Certo, le operazioni di “prelievo” immaginario e simbolico, tipiche dell’itinerario di Giannetto da più di venticinque anni, con il loro appuntarsi sul versante estroverso della convenzione linguistica e sociale e su quello introverso di una spossante e ambigua, semplice e complessa (Lea Vergine, 1998), pania nostalgica e sentimentale, vivono da sempre di vita propria soltanto insistendo, appunto, paradossalmente, sul loro statuto di immagini riflesse e riflettenti. Il riporto fotografico digitale sulla superficie tattilmente sensuosa, ma ormai definitivamente demistificata, della “tela Rembrandt” da pittore, mentre si pone illusionisticamente sul piano “alto” di una sorta di iperpittura da salotto neoborghese, non può evitare di riportare in primo piano le ragioni profonde delle immagini, solo apparentemente rassicuranti, prelevate dall’inconscio collettivo della prima metà del Novecento: hanno profonde radici surrealiste – come già il comportamento e gli oggetti feticistici proposti da Bravi alla fine degli anni Sessanta –, piuttosto che Pop, il sottile smarrimento e l’estetica vagamente cimiteriale emanati dall’ingrandimento scalare e dall’impudica esposizione dell’immaginario kitsch e intimistico dei maliziosi calendarietti da barbiere, delle cartoline nostalgico-folcloristiche di Napoli (Napoli sei bella da morire, 1998, Douce France, 2000), delle icone autografate del cinema (Il cinema del barbiere, Cinema amore mio, Cinema amore mio 2, Cinema amore mio 3, 1997-2001) o dell’ingenuo erotismo incipriato (Erotic collection, 1997).

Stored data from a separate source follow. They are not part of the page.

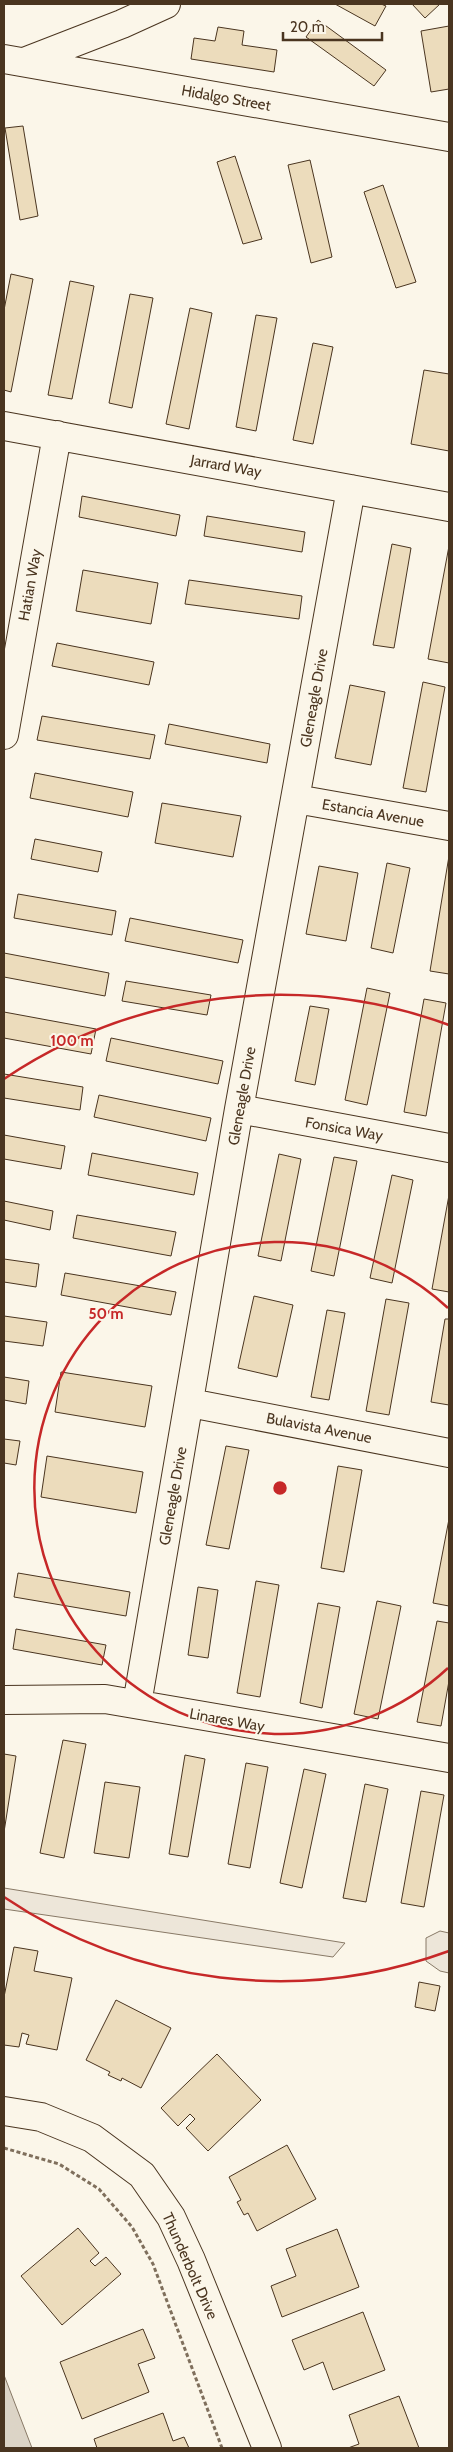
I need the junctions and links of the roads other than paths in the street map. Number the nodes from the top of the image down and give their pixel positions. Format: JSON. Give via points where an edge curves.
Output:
{"nodes":[{"id":1,"x":166,"y":4,"type":"edge"},
{"id":2,"x":13,"y":61,"type":"edge"},
{"id":3,"x":449,"y":137,"type":"edge"},
{"id":4,"x":4,"y":426,"type":"edge"},
{"id":5,"x":57,"y":435,"type":"junction"},
{"id":6,"x":351,"y":489,"type":"junction"},
{"id":7,"x":449,"y":507,"type":"edge"},
{"id":8,"x":4,"y":735,"type":"edge"},
{"id":9,"x":296,"y":799,"type":"junction"},
{"id":10,"x":449,"y":826,"type":"edge"},
{"id":11,"x":239,"y":1110,"type":"junction"},
{"id":12,"x":449,"y":1148,"type":"edge"},
{"id":13,"x":190,"y":1403,"type":"junction"},
{"id":14,"x":449,"y":1453,"type":"edge"},
{"id":15,"x":4,"y":1700,"type":"edge"},
{"id":16,"x":137,"y":1704,"type":"junction"},
{"id":17,"x":449,"y":1758,"type":"edge"},
{"id":18,"x":4,"y":2111,"type":"edge"},
{"id":19,"x":267,"y":2448,"type":"edge"}],
"edges":[{"from":1,"to":2,"type":"street","via":[[122,24]]},
{"from":2,"to":3,"type":"street","name":"Hidalgo Street"},
{"from":4,"to":5,"type":"street","name":"Jarrard Way"},
{"from":5,"to":6,"type":"street","name":"Jarrard Way"},
{"from":5,"to":8,"type":"street","name":"Hatian Way"},
{"from":6,"to":7,"type":"street","name":"Jarrard Way"},
{"from":6,"to":9,"type":"street","name":"Gleneagle Drive"},
{"from":9,"to":10,"type":"street","name":"Estancia Avenue"},
{"from":9,"to":11,"type":"street","name":"Gleneagle Drive"},
{"from":11,"to":12,"type":"street","name":"Fonsica Way"},
{"from":11,"to":13,"type":"street","name":"Gleneagle Drive"},
{"from":13,"to":14,"type":"street","name":"Bulavista Avenue"},
{"from":13,"to":16,"type":"street","name":"Gleneagle Drive"},
{"from":15,"to":16,"type":"street","name":"Linares Way","via":[[106,1699]]},
{"from":16,"to":17,"type":"street","name":"Linares Way"},
{"from":18,"to":19,"type":"street","name":"Thunderbolt Drive","via":[[41,2117],[92,2138],[142,2176],[170,2217],[191,2260]]}]}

E così, inevitabilmente, e forse anche con maggior forza che in altre operazioni, l’ormai incolmabile distanza poetica ed estetica di queste vignette pubblicitarie di crociera “transatlantica” appare immediatamente evidente, tra “gran soirées” danzanti, bellezze ai bagni di sole, improbabili tennisti oceanici e romantiche stellate. Forse la figura e il destino del Titanic, ideale duplicazione augurale di Atlante, dominano senza scampo, nella nostra visione, questa più tarda immagine sognate di una società, tra Europa e Stati Uniti, in bilico sulla tragedia della seconda Guerra Mondiale e della propria dissoluzione.

Per due “piedini di bambola”.
Ma che ci fanno cinque prosperose sirene tra le onde di questo stagnante Atlantico, chiuso, come un laghetto da giardino pubblico, tra le opposte rive continentali? Accompagnano festosamente le grandi navi d’acciaio (ma anche un anacronistico veliero fiabesco che si staglia all’orizzonte in un’immagine) invece di attirarle, come sarebbe loro dovere istituzionale, verso le secche e gli scogli (peraltro tutti mediterranei) della tradizione.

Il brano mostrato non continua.